We prospectively followed 44 MM-transplanted patients: 19 with IgG-kappa isotype, 11 with IgG-lambda, 9 with IgA-kappa and 5 with IgA-lambda. They were followed for 29.0±3.8 months (mean±s.e.). Serial serum samples from each of the MM patients were collected periodically after ASCT.
We considered as relapsing patients those who underwent relapse or disease progression according to International Myeloma Working Group (IMWG) consensus statement.4
Involved/uninvolved index (I/Ui) was calculated using the monoclonal chain (Involved) as numerator and the polyclonal chain of the same class (Uninvolved) as denominator.
The heavy/light chain (HLC) ratio (rHLC) was calculated as IgGκ/IgGλ or IgAκ/IgAλ with normal reference ranges established as 1.3–3.7 for IgG and 0.7–2.2 for IgA.8
To identify factors that predict disease progression in MM-transplanted patients, we studied HLC pair quantification, FLC and total Ig levels in serial serum samples collected along follow-up. Table 1 shows the results of these variables measured in basal samples (first samples obtained post ASCT) and in samples obtained at the end of follow-up or prior to relapse/progression in case of relapsing patients.
We first examined MM patients with IgG isotype. At the end of follow-up period, 11 of the 30 patients who underwent ASCT progressed, 5 showed a partial remission (PR) and 14 had an immunofixation-negative complete remission (CR).
The I/Ui was the most accurate factor to predict progression in MM-transplanted patients. In relapsing patients, this index was significantly higher in pre-relapse samples than in basal samples (2.23±0.67 vs 8.49±4.01, P=0.012) and anticipated progression 4.58±0.65 months in advance. Although the I/Ui remained unchanged in both CR and PR patients, we noticed that I/Ui was higher in the last group (P=0.002), probably due to the presence of an M component.
We next evaluated the value of the remaining variables in predicting IgG MM relapse. No differences were observed in the percentages of abnormal rHLC and rFLC during follow-up in each group of IgG MM-transplanted patients. Total IgG levels also remained stable in patients in CR along follow-up but they increased progressively in relapsing and PR patients. However, differences between basal and pre-relapse values were not significant.

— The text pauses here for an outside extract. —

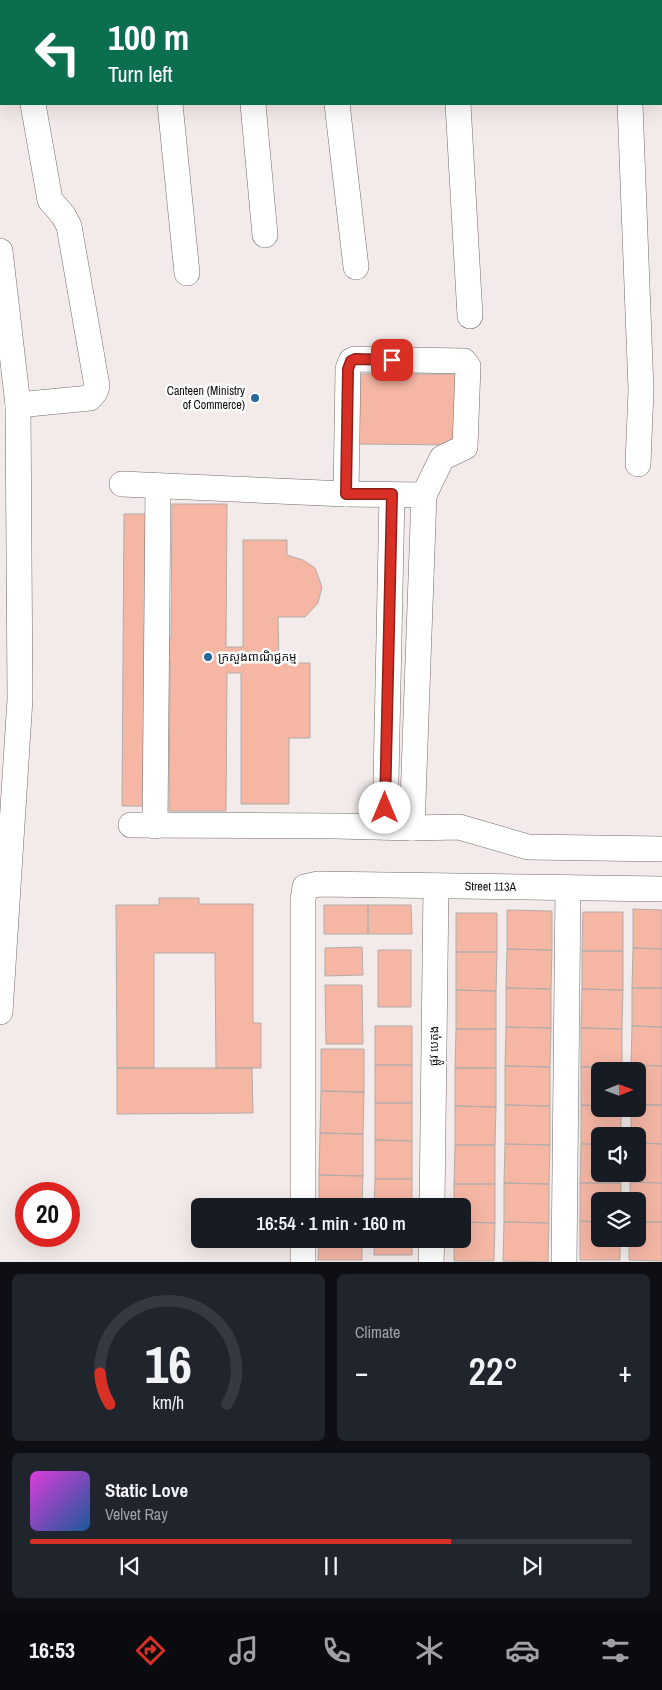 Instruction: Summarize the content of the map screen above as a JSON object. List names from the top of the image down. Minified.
{"streets":{"street":["Street 113A","ផ្លូវ បេតុង"]},"crossings":[["Street 113A","ផ្លូវ បេតុង"]],"places":["Canteen (Ministry of Commerce)","ក្រសួងពាណិជ្ជកម្ម"],"north":"right","page":{"turn":["100 m","Turn left"],"limit":"20","trip":"16:54 · 1 min · 160 m","tile":"Climate","heat":["−","22°","+"],"song":["Static Love","Velvet Ray"],"tabs":"16:53","gauge":["16","km/h"]}}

Figure 1 shows representative examples of the differences between I/Ui and total IgG in the serial samples obtained from a MM patient of each group. I/Ui showed an early increase and also higher values than those of total IgG in a relapsing patient (Figure 1a). In patients in PR (Figure 1b) and CR (Figure 1c), the relative increase of I/Ui and IgG levels run in parallel along follow-up.
We next studied IgA MM patients. Out of the transplanted patients 50% relapsed and the other 50% were in CR. We observed that 71.4% of relapsing patients showed an I/Ui value above 4.0 in pre-relapse samples whereas no patient in CR showed an I/Ui value higher than 2.0 (P=0.02) during follow-up. No significant differences were observed in rHLC, rFLC and total IgA concentrations along follow-up in any group.
The I/Ui ratio is a quantitative marker that reflects the increase of the monoclonal (involved) chain and the decrease of the polyclonal (uninvolved) one. This index can identify MGUS patients at high risk of progression to MM,9 and is an independent prognostic factor in MM.10 We describe here that I/Ui increases earlier than total IgG levels in relapsing IgG MM-transplanted patients prior to progression. This index remained stable in patients in CR and in PR although the later ones showed higher values, thus suggesting that the presence of an M component induces a moderate immunosuppression of the uninvolved chain of the monoclonal isotype. With respect to IgA MM-transplanted patients, values of I/Ui higher than 4.0 also foresaw a progression event.
Our results show that HLC pair measurement detects early increases of M component in transplanted MM patients. Future studies will further demonstrate the role of the I/Ui ratio as a biomarker to anticipate progression in MM patients subjected to ASCT.
The authors declare no conflict of interest.